PROBLEM DETAILS: In your copy, include every line of the records exactly and no picture at all.

Stored data entries:
....................

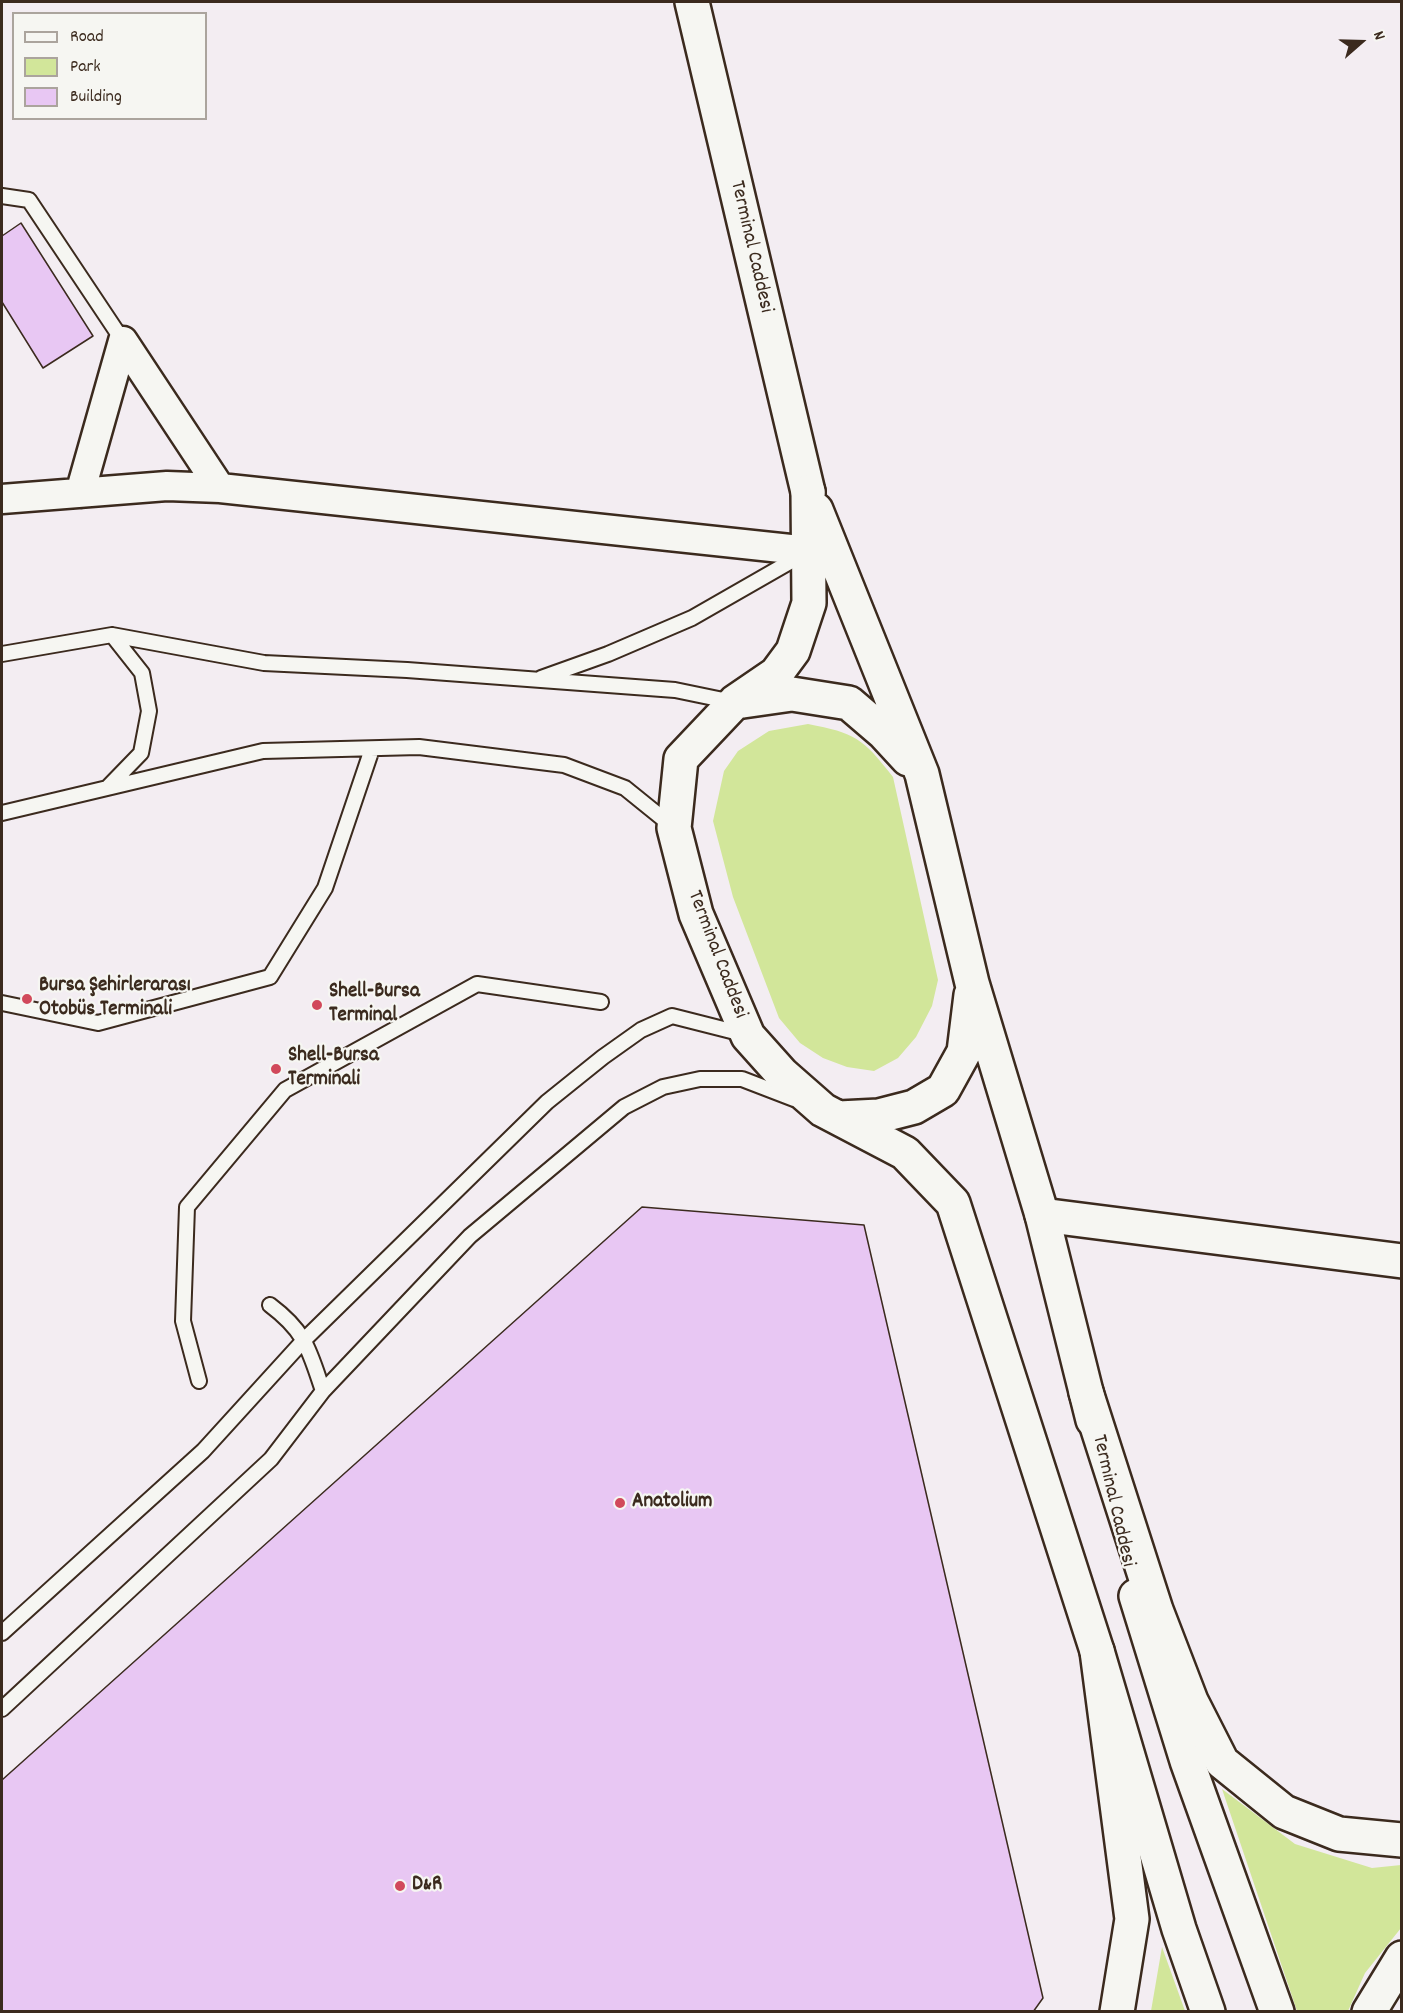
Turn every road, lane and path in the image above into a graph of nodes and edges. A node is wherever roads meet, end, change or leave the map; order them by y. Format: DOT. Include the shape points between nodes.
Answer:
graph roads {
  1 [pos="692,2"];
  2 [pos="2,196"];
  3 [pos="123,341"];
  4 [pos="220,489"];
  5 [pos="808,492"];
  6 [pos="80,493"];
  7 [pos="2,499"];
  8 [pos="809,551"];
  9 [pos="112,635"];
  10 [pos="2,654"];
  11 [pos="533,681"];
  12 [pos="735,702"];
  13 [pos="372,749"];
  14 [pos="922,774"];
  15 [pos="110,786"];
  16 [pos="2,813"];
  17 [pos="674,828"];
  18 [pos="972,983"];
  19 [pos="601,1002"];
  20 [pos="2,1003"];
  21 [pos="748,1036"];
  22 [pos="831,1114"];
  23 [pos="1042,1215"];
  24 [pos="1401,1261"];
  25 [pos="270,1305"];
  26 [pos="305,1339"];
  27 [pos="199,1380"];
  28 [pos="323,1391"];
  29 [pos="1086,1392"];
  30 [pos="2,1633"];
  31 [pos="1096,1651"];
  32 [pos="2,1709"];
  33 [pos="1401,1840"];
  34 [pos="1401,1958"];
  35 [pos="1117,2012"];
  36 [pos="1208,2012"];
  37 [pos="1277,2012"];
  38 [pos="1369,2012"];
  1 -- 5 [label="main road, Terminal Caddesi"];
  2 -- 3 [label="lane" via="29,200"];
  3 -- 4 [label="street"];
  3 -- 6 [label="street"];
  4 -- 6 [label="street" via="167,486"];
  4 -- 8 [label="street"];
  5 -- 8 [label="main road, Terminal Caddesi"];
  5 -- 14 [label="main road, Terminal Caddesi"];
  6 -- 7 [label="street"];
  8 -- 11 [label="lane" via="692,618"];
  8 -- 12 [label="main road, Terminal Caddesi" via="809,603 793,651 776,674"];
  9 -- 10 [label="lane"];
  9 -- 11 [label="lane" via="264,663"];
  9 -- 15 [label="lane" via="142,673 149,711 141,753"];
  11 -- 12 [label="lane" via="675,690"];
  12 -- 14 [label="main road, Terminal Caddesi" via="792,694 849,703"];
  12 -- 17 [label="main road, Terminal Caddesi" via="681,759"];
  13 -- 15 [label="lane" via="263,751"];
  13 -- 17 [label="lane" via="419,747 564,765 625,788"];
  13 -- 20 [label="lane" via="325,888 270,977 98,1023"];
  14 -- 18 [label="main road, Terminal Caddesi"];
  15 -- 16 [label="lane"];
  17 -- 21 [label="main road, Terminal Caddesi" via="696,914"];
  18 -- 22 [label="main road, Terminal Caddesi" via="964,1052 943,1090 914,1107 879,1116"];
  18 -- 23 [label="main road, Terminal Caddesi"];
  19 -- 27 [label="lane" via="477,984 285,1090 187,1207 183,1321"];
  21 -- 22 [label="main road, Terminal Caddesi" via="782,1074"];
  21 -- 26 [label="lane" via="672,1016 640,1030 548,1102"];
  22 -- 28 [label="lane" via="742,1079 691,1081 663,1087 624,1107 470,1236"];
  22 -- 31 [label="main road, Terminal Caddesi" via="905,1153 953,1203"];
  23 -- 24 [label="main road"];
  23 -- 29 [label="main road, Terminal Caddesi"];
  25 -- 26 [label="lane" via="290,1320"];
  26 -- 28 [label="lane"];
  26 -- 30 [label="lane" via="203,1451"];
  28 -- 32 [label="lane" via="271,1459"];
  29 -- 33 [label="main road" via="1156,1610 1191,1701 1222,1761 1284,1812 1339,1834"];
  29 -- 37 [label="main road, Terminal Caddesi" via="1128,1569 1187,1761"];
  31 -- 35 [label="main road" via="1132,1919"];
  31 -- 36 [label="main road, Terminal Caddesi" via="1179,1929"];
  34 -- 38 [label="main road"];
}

....................

SOLVED PROBLEM:
Turn every road, lane and path in the image above into a graph of nodes and edges. A node is wherever roads meet, end, change or leave the map; order them by y. Format: DOT. Include the shape points between nodes.
Answer:
graph roads {
  1 [pos="692,2"];
  2 [pos="2,196"];
  3 [pos="123,341"];
  4 [pos="220,489"];
  5 [pos="808,492"];
  6 [pos="80,493"];
  7 [pos="2,499"];
  8 [pos="809,551"];
  9 [pos="112,635"];
  10 [pos="2,654"];
  11 [pos="533,681"];
  12 [pos="735,702"];
  13 [pos="372,749"];
  14 [pos="922,774"];
  15 [pos="110,786"];
  16 [pos="2,813"];
  17 [pos="674,828"];
  18 [pos="972,983"];
  19 [pos="601,1002"];
  20 [pos="2,1003"];
  21 [pos="748,1036"];
  22 [pos="831,1114"];
  23 [pos="1042,1215"];
  24 [pos="1401,1261"];
  25 [pos="270,1305"];
  26 [pos="305,1339"];
  27 [pos="199,1380"];
  28 [pos="323,1391"];
  29 [pos="1086,1392"];
  30 [pos="2,1633"];
  31 [pos="1096,1651"];
  32 [pos="2,1709"];
  33 [pos="1401,1840"];
  34 [pos="1401,1958"];
  35 [pos="1117,2012"];
  36 [pos="1208,2012"];
  37 [pos="1277,2012"];
  38 [pos="1369,2012"];
  1 -- 5 [label="main road, Terminal Caddesi"];
  2 -- 3 [label="lane" via="29,200"];
  3 -- 4 [label="street"];
  3 -- 6 [label="street"];
  4 -- 6 [label="street" via="167,486"];
  4 -- 8 [label="street"];
  5 -- 8 [label="main road, Terminal Caddesi"];
  5 -- 14 [label="main road, Terminal Caddesi"];
  6 -- 7 [label="street"];
  8 -- 11 [label="lane" via="692,618"];
  8 -- 12 [label="main road, Terminal Caddesi" via="809,603 793,651 776,674"];
  9 -- 10 [label="lane"];
  9 -- 11 [label="lane" via="264,663"];
  9 -- 15 [label="lane" via="142,673 149,711 141,753"];
  11 -- 12 [label="lane" via="675,690"];
  12 -- 14 [label="main road, Terminal Caddesi" via="792,694 849,703"];
  12 -- 17 [label="main road, Terminal Caddesi" via="681,759"];
  13 -- 15 [label="lane" via="263,751"];
  13 -- 17 [label="lane" via="419,747 564,765 625,788"];
  13 -- 20 [label="lane" via="325,888 270,977 98,1023"];
  14 -- 18 [label="main road, Terminal Caddesi"];
  15 -- 16 [label="lane"];
  17 -- 21 [label="main road, Terminal Caddesi" via="696,914"];
  18 -- 22 [label="main road, Terminal Caddesi" via="964,1052 943,1090 914,1107 879,1116"];
  18 -- 23 [label="main road, Terminal Caddesi"];
  19 -- 27 [label="lane" via="477,984 285,1090 187,1207 183,1321"];
  21 -- 22 [label="main road, Terminal Caddesi" via="782,1074"];
  21 -- 26 [label="lane" via="672,1016 640,1030 548,1102"];
  22 -- 28 [label="lane" via="742,1079 691,1081 663,1087 624,1107 470,1236"];
  22 -- 31 [label="main road, Terminal Caddesi" via="905,1153 953,1203"];
  23 -- 24 [label="main road"];
  23 -- 29 [label="main road, Terminal Caddesi"];
  25 -- 26 [label="lane" via="290,1320"];
  26 -- 28 [label="lane"];
  26 -- 30 [label="lane" via="203,1451"];
  28 -- 32 [label="lane" via="271,1459"];
  29 -- 33 [label="main road" via="1156,1610 1191,1701 1222,1761 1284,1812 1339,1834"];
  29 -- 37 [label="main road, Terminal Caddesi" via="1128,1569 1187,1761"];
  31 -- 35 [label="main road" via="1132,1919"];
  31 -- 36 [label="main road, Terminal Caddesi" via="1179,1929"];
  34 -- 38 [label="main road"];
}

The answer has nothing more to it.